Mrs. Fremont arrived on September 10 and immediately asked the President to set a time for an interview. He replied tersely, "Now, at once." Though it was nine o'clock in the evening and she was tired and dusty from traveling all day, she went immediately to the White House. She did not find Lincoln hospitable. He received her in teh Red Room, standing, and he did not offer her a seat. When she presented a letter from her husband explaining his position, Lincolnd, as she remembered it, "smiled with an expression that was not agreeable" and read it without comment. Attempting to make Fremont's views clearer, she went on to talk about the need to strike a blow against slavery that would enlist British sentiment on the Union side. The president cut her off with "You are quite a female politician." Then, in a voice that she found both hard and "repelling," he told her, "It was a war for a great national idea, the Union, and...General Fremont should not have dragged the Negro into it."

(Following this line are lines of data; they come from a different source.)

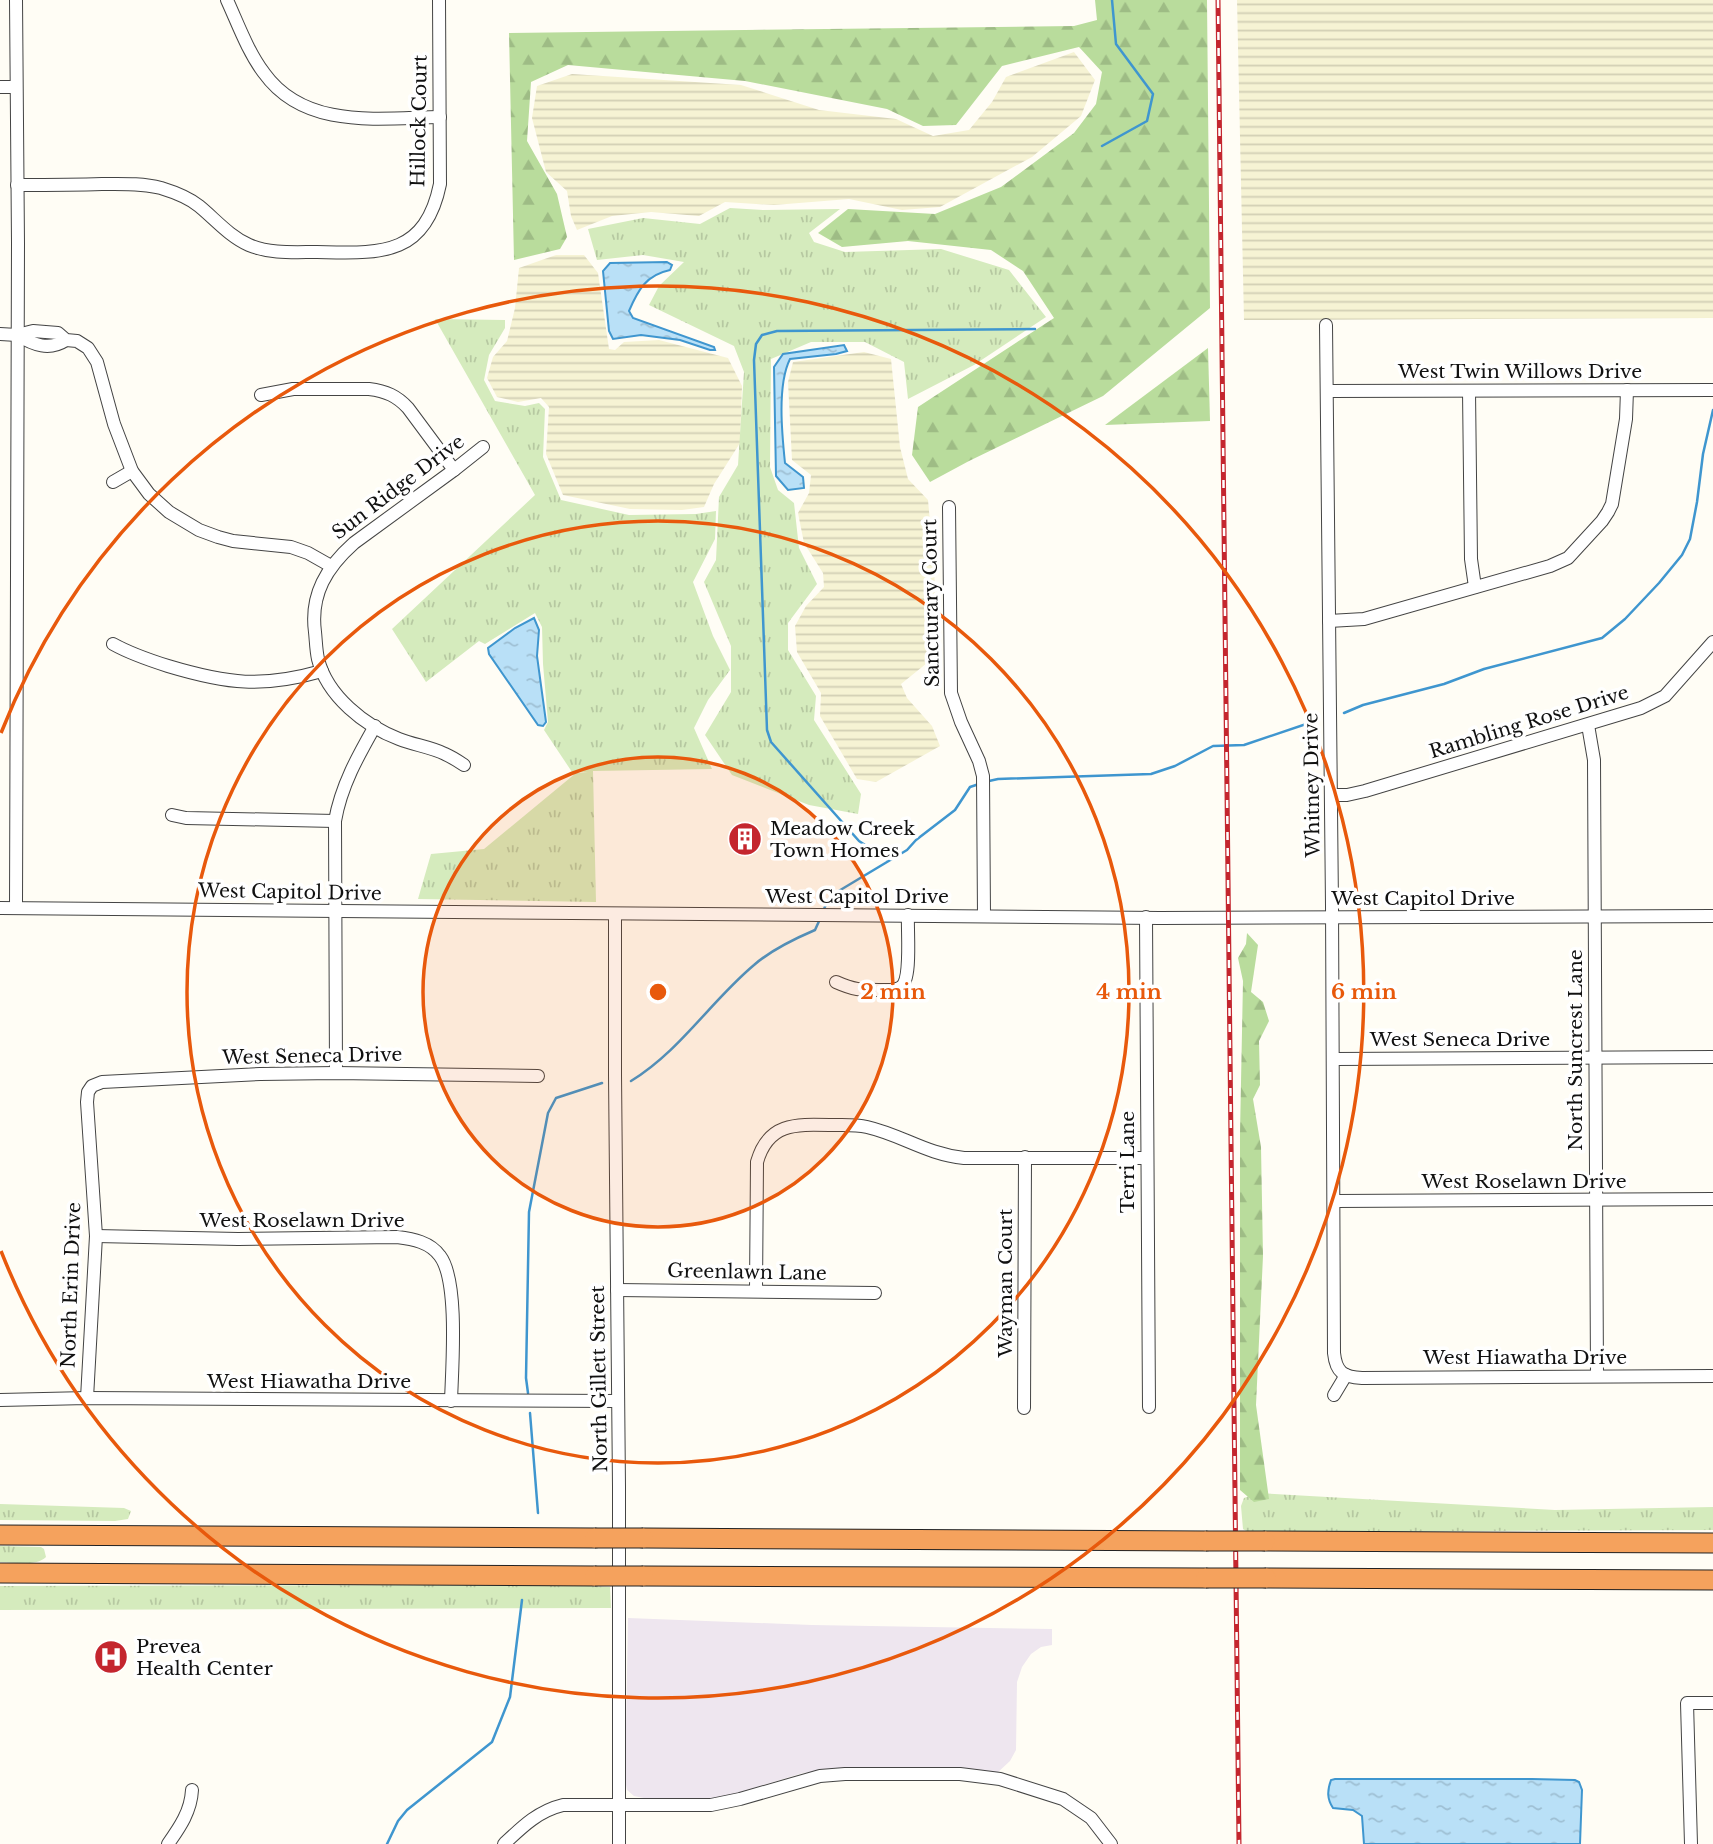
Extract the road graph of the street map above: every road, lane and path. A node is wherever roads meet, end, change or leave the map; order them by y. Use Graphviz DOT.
graph roads {
  1 [pos="16,0"];
  2 [pos="227,0"];
  3 [pos="439,0"];
  4 [pos="0,87"];
  5 [pos="16,87"];
  6 [pos="440,117"];
  7 [pos="17,185"];
  8 [pos="1326,325"];
  9 [pos="0,334"];
  10 [pos="18,335"];
  11 [pos="1627,390"];
  12 [pos="1713,390"];
  13 [pos="1327,391"];
  14 [pos="1469,391"];
  15 [pos="261,394"];
  16 [pos="483,447"];
  17 [pos="453,470"];
  18 [pos="132,471"];
  19 [pos="113,482"];
  20 [pos="949,507"];
  21 [pos="331,566"];
  22 [pos="1475,587"];
  23 [pos="1329,621"];
  24 [pos="1713,642"];
  25 [pos="113,644"];
  26 [pos="1709,657"];
  27 [pos="322,671"];
  28 [pos="1588,724"];
  29 [pos="375,726"];
  30 [pos="464,765"];
  31 [pos="1331,795"];
  32 [pos="172,815"];
  33 [pos="335,821"];
  34 [pos="0,908"];
  35 [pos="16,908"];
  36 [pos="336,911"];
  37 [pos="615,914"];
  38 [pos="908,915"];
  39 [pos="984,916"];
  40 [pos="1594,916"];
  41 [pos="1713,916"];
  42 [pos="1146,918"];
  43 [pos="1333,918"];
  44 [pos="836,982"];
  45 [pos="1713,1057"];
  46 [pos="1594,1058"];
  47 [pos="1334,1059"];
  48 [pos="336,1073"];
  49 [pos="538,1076"];
  50 [pos="89,1088"];
  51 [pos="1025,1157"];
  52 [pos="1146,1158"];
  53 [pos="1595,1199"];
  54 [pos="1713,1199"];
  55 [pos="1335,1201"];
  56 [pos="96,1236"];
  57 [pos="617,1290"];
  58 [pos="757,1290"];
  59 [pos="875,1293"];
  60 [pos="1342,1373"];
  61 [pos="1597,1376"];
  62 [pos="1713,1376"];
  63 [pos="1335,1395"];
  64 [pos="87,1398"];
  65 [pos="0,1400"];
  66 [pos="452,1401"];
  67 [pos="618,1401"];
  68 [pos="1149,1407"];
  69 [pos="1024,1408"];
  70 [pos="0,1535"];
  71 [pos="1713,1543"];
  72 [pos="0,1573"];
  73 [pos="1713,1580"];
  74 [pos="1713,1703"];
  75 [pos="192,1790"];
  76 [pos="620,1805"];
  77 [pos="168,1844"];
  78 [pos="504,1844"];
  79 [pos="620,1844"];
  80 [pos="1111,1844"];
  81 [pos="1691,1844"];
  1 -- 5 [label="street"];
  2 -- 6 [label="street"];
  3 -- 6 [label="street, Hillock Court"];
  4 -- 5 [label="street"];
  5 -- 7 [label="street"];
  6 -- 7 [label="street, Hillock Court"];
  7 -- 10 [label="street"];
  8 -- 13 [label="street, Whitney Drive"];
  9 -- 10 [label="street"];
  10 -- 18 [label="street"];
  10 -- 35 [label="street"];
  11 -- 12 [label="street, West Twin Willows Drive"];
  11 -- 14 [label="street, West Twin Willows Drive"];
  11 -- 22 [label="street"];
  13 -- 14 [label="street, West Twin Willows Drive"];
  13 -- 23 [label="street, Whitney Drive"];
  14 -- 22 [label="street"];
  15 -- 17 [label="street"];
  16 -- 17 [label="street, Sun Ridge Drive"];
  17 -- 21 [label="street, Sun Ridge Drive"];
  18 -- 19 [label="street"];
  18 -- 21 [label="street"];
  20 -- 39 [label="street, Sancturary Court"];
  21 -- 27 [label="street, Sun Ridge Drive"];
  22 -- 23 [label="street"];
  23 -- 31 [label="street, Whitney Drive"];
  24 -- 26 [label="street, Rambling Rose Drive"];
  25 -- 27 [label="street"];
  26 -- 28 [label="street, Rambling Rose Drive"];
  27 -- 29 [label="street, Sun Ridge Drive"];
  28 -- 31 [label="street, Rambling Rose Drive"];
  28 -- 40 [label="street, North Suncrest Lane"];
  29 -- 30 [label="street, Sun Ridge Drive"];
  29 -- 33 [label="street"];
  31 -- 43 [label="street, Whitney Drive"];
  32 -- 33 [label="street"];
  33 -- 36 [label="street"];
  34 -- 35 [label="street, West Capitol Drive"];
  35 -- 36 [label="street, West Capitol Drive"];
  36 -- 37 [label="street, West Capitol Drive"];
  36 -- 48 [label="street"];
  37 -- 38 [label="street, West Capitol Drive"];
  37 -- 57 [label="street, North Gillett Street"];
  38 -- 39 [label="street, West Capitol Drive"];
  38 -- 44 [label="street"];
  39 -- 42 [label="street, West Capitol Drive"];
  40 -- 41 [label="street, West Capitol Drive"];
  40 -- 43 [label="street, West Capitol Drive"];
  40 -- 46 [label="street, North Suncrest Lane"];
  42 -- 43 [label="street, West Capitol Drive"];
  42 -- 52 [label="street, Terri Lane"];
  43 -- 47 [label="street, Whitney Drive"];
  45 -- 46 [label="street, West Seneca Drive"];
  46 -- 47 [label="street, West Seneca Drive"];
  46 -- 53 [label="street, North Suncrest Lane"];
  47 -- 55 [label="street, Whitney Drive"];
  48 -- 49 [label="street, West Seneca Drive"];
  48 -- 50 [label="street, West Seneca Drive"];
  50 -- 56 [label="street, North Erin Drive"];
  51 -- 52 [label="street"];
  51 -- 58 [label="street"];
  51 -- 69 [label="street, Wayman Court"];
  52 -- 68 [label="street, Terri Lane"];
  53 -- 54 [label="street, West Roselawn Drive"];
  53 -- 55 [label="street, West Roselawn Drive"];
  53 -- 61 [label="street, North Suncrest Lane"];
  55 -- 60 [label="street, Whitney Drive"];
  56 -- 64 [label="street, North Erin Drive"];
  56 -- 66 [label="street, West Roselawn Drive"];
  57 -- 58 [label="street, Greenlawn Lane"];
  57 -- 67 [label="street, North Gillett Street"];
  58 -- 59 [label="street, Greenlawn Lane"];
  60 -- 61 [label="street, West Hiawatha Drive"];
  60 -- 63 [label="street"];
  61 -- 62 [label="street, West Hiawatha Drive"];
  64 -- 65 [label="street, West Hiawatha Drive"];
  64 -- 66 [label="street, West Hiawatha Drive"];
  66 -- 67 [label="street, West Hiawatha Drive"];
  67 -- 76 [label="street, North Gillett Street"];
  70 -- 71 [label="highway, bridge"];
  72 -- 73 [label="highway, bridge"];
  74 -- 81 [label="street"];
  75 -- 77 [label="street"];
  76 -- 78 [label="street"];
  76 -- 79 [label="street, North Gillett Street"];
  76 -- 80 [label="street"];
}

And finally, lest anyone still think that slavery had anything to do with Lincoln's motivation in the war, we have Lincoln's own words:

"My chief object in this struggle is to save the Union. It is not either to save or destroy slavery. If I could save the Union without freeing any slave, I would do it. And if I could save it by freeing all the slaves, I would do it. And if I could save it by freeing some and leaving others alone, I would also do that.

"What I do about slavery, and the colored race, I do because I believe it helps to save the Union. This is how I see my official duty. It does not change my wish -- as a person -- that all men everywhere could be free."